--- Data to process ---
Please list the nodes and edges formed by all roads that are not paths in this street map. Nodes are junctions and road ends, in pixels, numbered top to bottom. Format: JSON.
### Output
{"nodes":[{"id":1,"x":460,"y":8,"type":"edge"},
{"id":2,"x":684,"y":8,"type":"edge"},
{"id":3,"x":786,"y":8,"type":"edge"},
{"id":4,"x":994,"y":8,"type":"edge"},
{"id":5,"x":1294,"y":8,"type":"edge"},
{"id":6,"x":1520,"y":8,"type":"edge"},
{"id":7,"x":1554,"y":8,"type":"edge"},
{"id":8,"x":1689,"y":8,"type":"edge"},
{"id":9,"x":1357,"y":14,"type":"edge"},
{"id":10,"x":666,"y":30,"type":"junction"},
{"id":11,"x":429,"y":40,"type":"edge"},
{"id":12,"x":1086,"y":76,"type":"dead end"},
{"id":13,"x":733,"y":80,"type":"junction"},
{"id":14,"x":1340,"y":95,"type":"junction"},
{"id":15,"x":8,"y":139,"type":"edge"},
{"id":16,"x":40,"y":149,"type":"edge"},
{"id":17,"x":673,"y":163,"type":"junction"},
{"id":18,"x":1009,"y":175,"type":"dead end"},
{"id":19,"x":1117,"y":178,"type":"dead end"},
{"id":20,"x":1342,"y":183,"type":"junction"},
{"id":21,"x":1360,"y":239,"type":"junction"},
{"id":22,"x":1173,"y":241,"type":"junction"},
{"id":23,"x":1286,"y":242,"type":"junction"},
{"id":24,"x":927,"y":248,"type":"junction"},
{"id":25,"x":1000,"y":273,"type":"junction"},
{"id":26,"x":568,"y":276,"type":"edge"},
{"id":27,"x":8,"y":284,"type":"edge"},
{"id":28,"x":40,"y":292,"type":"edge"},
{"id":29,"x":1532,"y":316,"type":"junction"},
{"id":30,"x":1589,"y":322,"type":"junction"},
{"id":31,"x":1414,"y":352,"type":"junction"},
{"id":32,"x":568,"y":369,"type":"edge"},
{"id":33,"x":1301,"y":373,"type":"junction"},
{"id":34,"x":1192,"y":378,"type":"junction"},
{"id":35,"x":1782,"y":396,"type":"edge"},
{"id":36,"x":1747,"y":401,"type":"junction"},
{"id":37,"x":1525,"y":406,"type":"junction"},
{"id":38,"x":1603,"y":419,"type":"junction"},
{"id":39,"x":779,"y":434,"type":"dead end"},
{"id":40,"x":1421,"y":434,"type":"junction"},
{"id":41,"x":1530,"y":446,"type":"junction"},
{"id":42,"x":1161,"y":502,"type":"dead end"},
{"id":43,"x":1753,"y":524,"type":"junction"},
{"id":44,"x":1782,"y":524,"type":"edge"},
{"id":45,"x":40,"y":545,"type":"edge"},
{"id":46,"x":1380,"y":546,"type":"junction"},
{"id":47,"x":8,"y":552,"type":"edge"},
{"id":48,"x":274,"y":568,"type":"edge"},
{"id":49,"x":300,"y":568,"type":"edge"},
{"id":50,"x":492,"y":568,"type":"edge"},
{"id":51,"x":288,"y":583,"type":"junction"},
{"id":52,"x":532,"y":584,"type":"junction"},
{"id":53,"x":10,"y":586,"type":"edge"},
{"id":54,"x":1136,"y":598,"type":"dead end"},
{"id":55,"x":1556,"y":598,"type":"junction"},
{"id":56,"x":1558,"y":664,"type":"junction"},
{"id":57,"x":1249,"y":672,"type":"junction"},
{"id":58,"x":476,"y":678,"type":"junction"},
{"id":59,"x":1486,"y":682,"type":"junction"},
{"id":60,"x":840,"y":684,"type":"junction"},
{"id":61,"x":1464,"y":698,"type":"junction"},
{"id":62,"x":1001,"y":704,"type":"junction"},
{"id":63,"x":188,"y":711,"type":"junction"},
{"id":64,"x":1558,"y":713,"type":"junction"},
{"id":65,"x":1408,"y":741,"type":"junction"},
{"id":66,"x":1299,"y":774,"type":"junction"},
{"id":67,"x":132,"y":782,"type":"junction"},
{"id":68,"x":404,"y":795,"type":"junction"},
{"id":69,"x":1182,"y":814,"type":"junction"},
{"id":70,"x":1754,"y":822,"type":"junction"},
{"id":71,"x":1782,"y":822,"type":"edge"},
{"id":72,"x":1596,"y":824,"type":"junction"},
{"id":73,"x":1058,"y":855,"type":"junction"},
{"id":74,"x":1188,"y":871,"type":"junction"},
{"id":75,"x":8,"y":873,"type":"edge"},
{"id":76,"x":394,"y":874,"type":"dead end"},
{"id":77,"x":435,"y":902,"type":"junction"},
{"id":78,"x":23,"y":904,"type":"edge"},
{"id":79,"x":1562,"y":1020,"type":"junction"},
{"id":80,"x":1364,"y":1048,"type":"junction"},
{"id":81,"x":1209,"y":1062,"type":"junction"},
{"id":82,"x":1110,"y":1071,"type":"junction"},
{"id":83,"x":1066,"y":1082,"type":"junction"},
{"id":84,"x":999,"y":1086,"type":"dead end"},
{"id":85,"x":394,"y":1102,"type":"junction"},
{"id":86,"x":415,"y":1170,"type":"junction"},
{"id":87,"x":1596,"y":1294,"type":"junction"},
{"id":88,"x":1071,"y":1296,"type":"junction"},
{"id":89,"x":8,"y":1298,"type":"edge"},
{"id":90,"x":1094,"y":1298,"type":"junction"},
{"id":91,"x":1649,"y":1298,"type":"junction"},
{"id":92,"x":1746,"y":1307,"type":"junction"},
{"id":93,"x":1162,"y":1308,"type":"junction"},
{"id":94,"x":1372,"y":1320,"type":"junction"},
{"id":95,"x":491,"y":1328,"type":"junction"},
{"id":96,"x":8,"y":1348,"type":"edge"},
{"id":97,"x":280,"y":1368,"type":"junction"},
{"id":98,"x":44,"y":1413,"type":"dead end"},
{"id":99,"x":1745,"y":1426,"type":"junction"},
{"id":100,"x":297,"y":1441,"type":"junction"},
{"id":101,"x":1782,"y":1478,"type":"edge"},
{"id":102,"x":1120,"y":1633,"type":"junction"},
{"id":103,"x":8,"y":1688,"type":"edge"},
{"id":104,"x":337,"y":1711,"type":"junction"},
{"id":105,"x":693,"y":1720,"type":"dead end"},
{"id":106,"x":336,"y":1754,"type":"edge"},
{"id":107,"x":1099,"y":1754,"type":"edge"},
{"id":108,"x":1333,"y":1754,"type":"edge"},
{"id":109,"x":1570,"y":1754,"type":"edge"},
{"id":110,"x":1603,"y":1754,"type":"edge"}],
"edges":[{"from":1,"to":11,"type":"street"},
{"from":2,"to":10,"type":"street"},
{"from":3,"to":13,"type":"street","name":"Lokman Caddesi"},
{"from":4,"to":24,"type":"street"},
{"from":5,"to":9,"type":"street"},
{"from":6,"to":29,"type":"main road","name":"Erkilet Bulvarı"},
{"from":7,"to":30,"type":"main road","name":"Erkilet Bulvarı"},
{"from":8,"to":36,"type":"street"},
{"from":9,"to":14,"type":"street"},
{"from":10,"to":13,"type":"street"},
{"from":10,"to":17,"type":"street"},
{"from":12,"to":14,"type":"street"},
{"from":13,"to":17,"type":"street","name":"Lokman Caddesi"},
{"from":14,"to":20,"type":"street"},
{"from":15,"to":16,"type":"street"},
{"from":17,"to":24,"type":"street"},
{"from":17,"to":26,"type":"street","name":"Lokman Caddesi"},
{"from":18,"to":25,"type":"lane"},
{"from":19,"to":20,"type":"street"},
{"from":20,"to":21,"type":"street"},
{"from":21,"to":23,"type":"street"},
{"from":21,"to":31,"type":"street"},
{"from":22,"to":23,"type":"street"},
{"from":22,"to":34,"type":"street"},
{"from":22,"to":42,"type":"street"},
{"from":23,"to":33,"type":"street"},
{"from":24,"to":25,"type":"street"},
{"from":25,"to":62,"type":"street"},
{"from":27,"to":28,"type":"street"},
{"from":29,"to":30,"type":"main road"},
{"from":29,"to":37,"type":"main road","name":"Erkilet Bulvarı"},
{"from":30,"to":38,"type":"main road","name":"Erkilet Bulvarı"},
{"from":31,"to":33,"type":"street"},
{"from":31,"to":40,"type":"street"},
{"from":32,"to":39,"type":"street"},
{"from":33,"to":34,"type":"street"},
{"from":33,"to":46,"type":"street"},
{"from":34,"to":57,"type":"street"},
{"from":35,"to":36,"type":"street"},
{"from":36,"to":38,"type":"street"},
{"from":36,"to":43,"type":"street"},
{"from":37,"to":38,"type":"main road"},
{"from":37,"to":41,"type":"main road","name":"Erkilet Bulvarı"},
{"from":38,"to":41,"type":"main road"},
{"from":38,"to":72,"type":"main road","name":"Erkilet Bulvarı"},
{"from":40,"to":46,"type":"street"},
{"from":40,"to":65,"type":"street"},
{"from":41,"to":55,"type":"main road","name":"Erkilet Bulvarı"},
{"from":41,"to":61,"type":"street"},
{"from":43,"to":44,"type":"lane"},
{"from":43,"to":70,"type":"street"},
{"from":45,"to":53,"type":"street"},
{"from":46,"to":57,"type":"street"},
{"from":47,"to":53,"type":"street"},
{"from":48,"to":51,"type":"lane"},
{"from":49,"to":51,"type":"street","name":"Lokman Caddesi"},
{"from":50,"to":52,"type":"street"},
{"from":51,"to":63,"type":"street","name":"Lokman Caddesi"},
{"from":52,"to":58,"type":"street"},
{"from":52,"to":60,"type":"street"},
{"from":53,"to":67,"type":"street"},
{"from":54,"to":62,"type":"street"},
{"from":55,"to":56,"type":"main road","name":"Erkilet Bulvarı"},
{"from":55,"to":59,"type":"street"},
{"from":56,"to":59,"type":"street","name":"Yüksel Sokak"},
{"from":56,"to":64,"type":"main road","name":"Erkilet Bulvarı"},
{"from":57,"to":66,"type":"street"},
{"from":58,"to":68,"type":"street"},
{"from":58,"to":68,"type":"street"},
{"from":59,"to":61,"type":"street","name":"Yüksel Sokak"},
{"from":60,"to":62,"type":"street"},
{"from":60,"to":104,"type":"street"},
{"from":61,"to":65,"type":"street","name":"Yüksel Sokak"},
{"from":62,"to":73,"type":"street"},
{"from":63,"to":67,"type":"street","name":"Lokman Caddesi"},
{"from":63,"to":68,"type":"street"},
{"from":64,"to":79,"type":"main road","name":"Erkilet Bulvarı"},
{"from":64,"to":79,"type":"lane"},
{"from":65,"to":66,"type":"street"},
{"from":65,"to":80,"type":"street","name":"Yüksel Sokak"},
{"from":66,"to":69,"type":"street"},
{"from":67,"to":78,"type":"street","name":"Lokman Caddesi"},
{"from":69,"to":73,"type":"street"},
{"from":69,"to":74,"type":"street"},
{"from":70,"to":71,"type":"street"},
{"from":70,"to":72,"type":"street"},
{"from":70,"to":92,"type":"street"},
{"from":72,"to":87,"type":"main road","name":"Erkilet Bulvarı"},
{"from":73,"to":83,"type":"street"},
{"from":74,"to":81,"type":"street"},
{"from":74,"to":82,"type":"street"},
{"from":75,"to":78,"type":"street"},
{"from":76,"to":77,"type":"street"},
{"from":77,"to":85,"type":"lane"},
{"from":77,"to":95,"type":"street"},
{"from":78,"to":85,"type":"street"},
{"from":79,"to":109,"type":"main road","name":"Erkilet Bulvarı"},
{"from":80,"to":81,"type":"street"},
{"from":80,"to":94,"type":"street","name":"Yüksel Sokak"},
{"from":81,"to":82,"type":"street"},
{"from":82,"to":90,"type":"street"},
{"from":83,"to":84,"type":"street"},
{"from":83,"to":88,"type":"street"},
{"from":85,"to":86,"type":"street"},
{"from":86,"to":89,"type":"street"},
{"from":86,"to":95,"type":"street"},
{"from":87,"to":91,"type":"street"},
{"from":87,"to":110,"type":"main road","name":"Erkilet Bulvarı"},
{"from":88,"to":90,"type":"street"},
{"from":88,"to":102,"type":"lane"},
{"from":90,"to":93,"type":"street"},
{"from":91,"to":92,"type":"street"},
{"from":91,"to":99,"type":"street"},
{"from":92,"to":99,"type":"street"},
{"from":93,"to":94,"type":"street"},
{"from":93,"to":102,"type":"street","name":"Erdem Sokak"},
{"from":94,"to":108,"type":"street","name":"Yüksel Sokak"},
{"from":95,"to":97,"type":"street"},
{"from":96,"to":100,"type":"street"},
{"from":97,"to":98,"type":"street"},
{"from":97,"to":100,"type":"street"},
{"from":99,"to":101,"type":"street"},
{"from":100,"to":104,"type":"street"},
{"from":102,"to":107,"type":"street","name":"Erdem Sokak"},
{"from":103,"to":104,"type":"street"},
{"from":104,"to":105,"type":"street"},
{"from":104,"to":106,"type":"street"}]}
---
Exercise details => Show each line of the records above containing "nodes".

Result of the exercise =>
Please list the nodes and edges formed by all roads that are not paths in this street map. Nodes are junctions and road ends, in pixels, numbered top to bottom. Format: JSON.
{"nodes":[{"id":1,"x":460,"y":8,"type":"edge"},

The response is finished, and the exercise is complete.